About ten years ago, I spent a weekend in northern Mississippi observing the barbaric practice of road hunting with deer dogs.
In Mississippi, where almost everyone hunts, there are two main classes of hunters. Still-hunters hunt from fixed positions in the woods. Dog hunters use hounds like beagles and regional varieties called "running walkers" and "blue ticks" to flush out their prey. Dog hunters who hunt from the road, either while sitting in pickup trucks or standing by the roadside, are called road hunters.

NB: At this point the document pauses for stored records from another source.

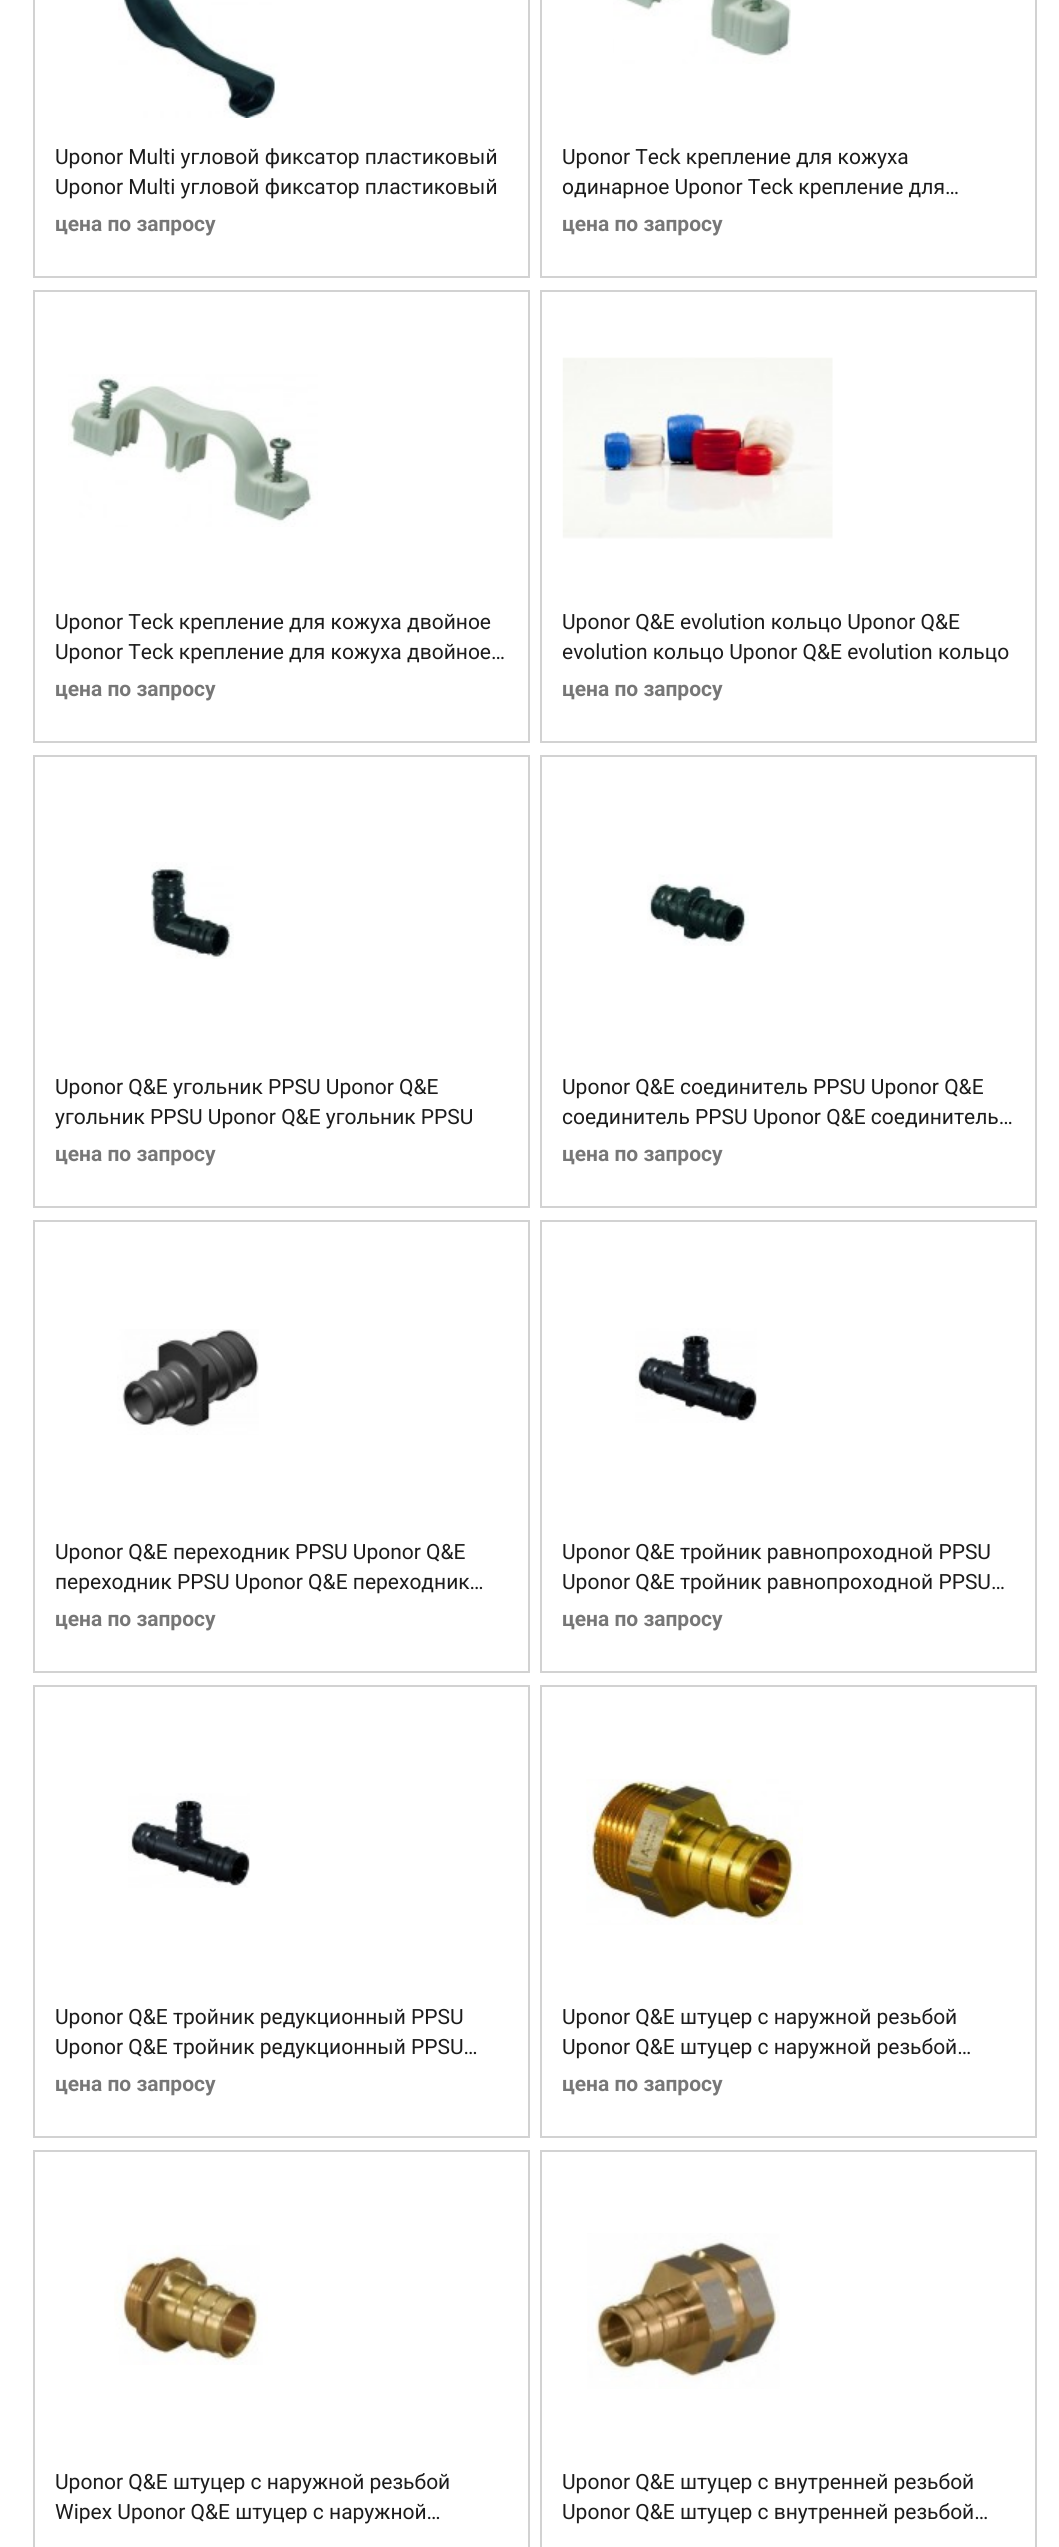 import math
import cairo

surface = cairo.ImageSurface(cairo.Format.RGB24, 1059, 2547)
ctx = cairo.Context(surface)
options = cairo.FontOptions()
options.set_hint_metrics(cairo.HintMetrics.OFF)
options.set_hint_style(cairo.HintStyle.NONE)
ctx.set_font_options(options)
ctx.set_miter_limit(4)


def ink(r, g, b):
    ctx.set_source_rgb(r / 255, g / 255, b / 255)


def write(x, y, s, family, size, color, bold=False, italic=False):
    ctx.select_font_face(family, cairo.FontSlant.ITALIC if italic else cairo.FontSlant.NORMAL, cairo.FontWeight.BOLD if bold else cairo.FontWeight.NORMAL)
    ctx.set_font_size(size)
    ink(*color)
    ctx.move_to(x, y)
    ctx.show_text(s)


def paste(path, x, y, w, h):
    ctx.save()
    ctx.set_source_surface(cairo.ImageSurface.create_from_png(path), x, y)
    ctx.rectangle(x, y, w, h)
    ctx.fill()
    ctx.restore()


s1 = dict(family="Roboto", size=21, color=(28, 28, 28))
s2 = dict(family="Roboto", size=21, color=(119, 119, 119), bold=True)

ink(255, 255, 255)
ctx.paint()
ctx.rectangle(34, -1, 495, 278)
ink(210, 210, 210)
ctx.stroke()
paste("pic1.png", 118, 0, 162, 118)
write(55, 164, "Uponor Multi угловой фиксатор пластиковый", **s1)
write(55, 194, "Uponor Multi угловой фиксатор пластиковый", **s1)
write(55, 231, "цена по запросу", **s2)
ctx.rectangle(541, -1, 495, 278)
ink(210, 210, 210)
ctx.stroke()
paste("pic2.png", 613, 0, 178, 64)
write(562, 164, "Uponor Teck крепление для кожуха", **s1)
write(562, 194, "одинарное Uponor Teck крепление для…", **s1)
write(562, 231, "цена по запросу", **s2)
ctx.rectangle(34, 291, 495, 451)
ink(210, 210, 210)
ctx.stroke()
paste("pic3.png", 68, 374, 250, 153)
write(55, 629, "Uponor Teck крепление для кожуха двойное", **s1)
write(55, 659, "Uponor Teck крепление для кожуха двойное…", **s1)
write(55, 696, "цена по запросу", **s2)
ctx.rectangle(541, 291, 495, 451)
ink(210, 210, 210)
ctx.stroke()
paste("pic4.png", 562, 357, 271, 182)
write(562, 629, "Uponor Q&E evolution кольцо Uponor Q&E", **s1)
write(562, 659, "evolution кольцо Uponor Q&E evolution кольцо", **s1)
write(562, 696, "цена по запросу", **s2)
ctx.rectangle(34, 756, 495, 451)
ink(210, 210, 210)
ctx.stroke()
paste("pic5.png", 150, 862, 84, 97)
write(55, 1094, "Uponor Q&E угольник PPSU Uponor Q&E", **s1)
write(55, 1124, "угольник PPSU Uponor Q&E угольник PPSU", **s1)
write(55, 1161, "цена по запросу", **s2)
ctx.rectangle(541, 756, 495, 451)
ink(210, 210, 210)
ctx.stroke()
paste("pic6.png", 647, 874, 102, 72)
write(562, 1094, "Uponor Q&E соединитель PPSU Uponor Q&E", **s1)
write(562, 1124, "соединитель PPSU Uponor Q&E соединитель…", **s1)
write(562, 1161, "цена по запросу", **s2)
ctx.rectangle(34, 1221, 495, 451)
ink(210, 210, 210)
ctx.stroke()
paste("pic7.png", 117, 1329, 142, 106)
write(55, 1559, "Uponor Q&E переходник PPSU Uponor Q&E", **s1)
write(55, 1589, "переходник PPSU Uponor Q&E переходник…", **s1)
write(55, 1626, "цена по запросу", **s2)
ctx.rectangle(541, 1221, 495, 451)
ink(210, 210, 210)
ctx.stroke()
paste("pic8.png", 635, 1328, 122, 95)
write(562, 1559, "Uponor Q&E тройник равнопроходной PPSU", **s1)
write(562, 1589, "Uponor Q&E тройник равнопроходной PPSU…", **s1)
write(562, 1626, "цена по запросу", **s2)
ctx.rectangle(34, 1686, 495, 451)
ink(210, 210, 210)
ctx.stroke()
paste("pic9.png", 128, 1793, 122, 95)
write(55, 2024, "Uponor Q&E тройник редукционный PPSU", **s1)
write(55, 2054, "Uponor Q&E тройник редукционный PPSU…", **s1)
write(55, 2091, "цена по запросу", **s2)
ctx.rectangle(541, 1686, 495, 451)
ink(210, 210, 210)
ctx.stroke()
paste("pic10.png", 586, 1779, 217, 146)
write(562, 2024, "Uponor Q&E штуцер с наружной резьбой", **s1)
write(562, 2054, "Uponor Q&E штуцер с наружной резьбой…", **s1)
write(562, 2091, "цена по запросу", **s2)
ctx.rectangle(34, 2151, 495, 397)
ink(210, 210, 210)
ctx.stroke()
paste("pic11.png", 114, 2245, 154, 120)
write(55, 2489, "Uponor Q&E штуцер с наружной резьбой", **s1)
write(55, 2519, "Wipex Uponor Q&E штуцер с наружной…", **s1)
ctx.rectangle(541, 2151, 495, 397)
ink(210, 210, 210)
ctx.stroke()
paste("pic12.png", 587, 2233, 193, 156)
write(562, 2489, "Uponor Q&E штуцер с внутренней резьбой", **s1)
write(562, 2519, "Uponor Q&E штуцер с внутренней резьбой…", **s1)
surface.write_to_png("screenshot.png")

Landowners and other hunters complain that the road hunters let their dogs run wild on other people's property, spray gunfire into populated areas, terrorize farm animals and engage in a practice that is more slaughter than sport.
It was an experience that I'll never forget... the mad dash of the buck pursued by the howling, emaciated dogs... the sound of (illegal) automatic gunfire in the distance... the elderly African-American gentleman who was paid a pittance to gut, skin and butcher the deer and clean-up around the camp. The whole thing was barbaric, more slaughter than sport.

The same can be said about the aerial hunting of bears and wolves in Alaska. It will come as a surprise to no one that Sarah Palin is an advocate of the practice.



Most Americans have never hunted, and will likely find aerial hunting to be as foreign and bizarre as hunting itself. But for the more than 20 million active hunters in the United States and more than 40 million Americans who have hunted at one time in their life, I think many will find aerial hunting unsportsmanlike, to say the least.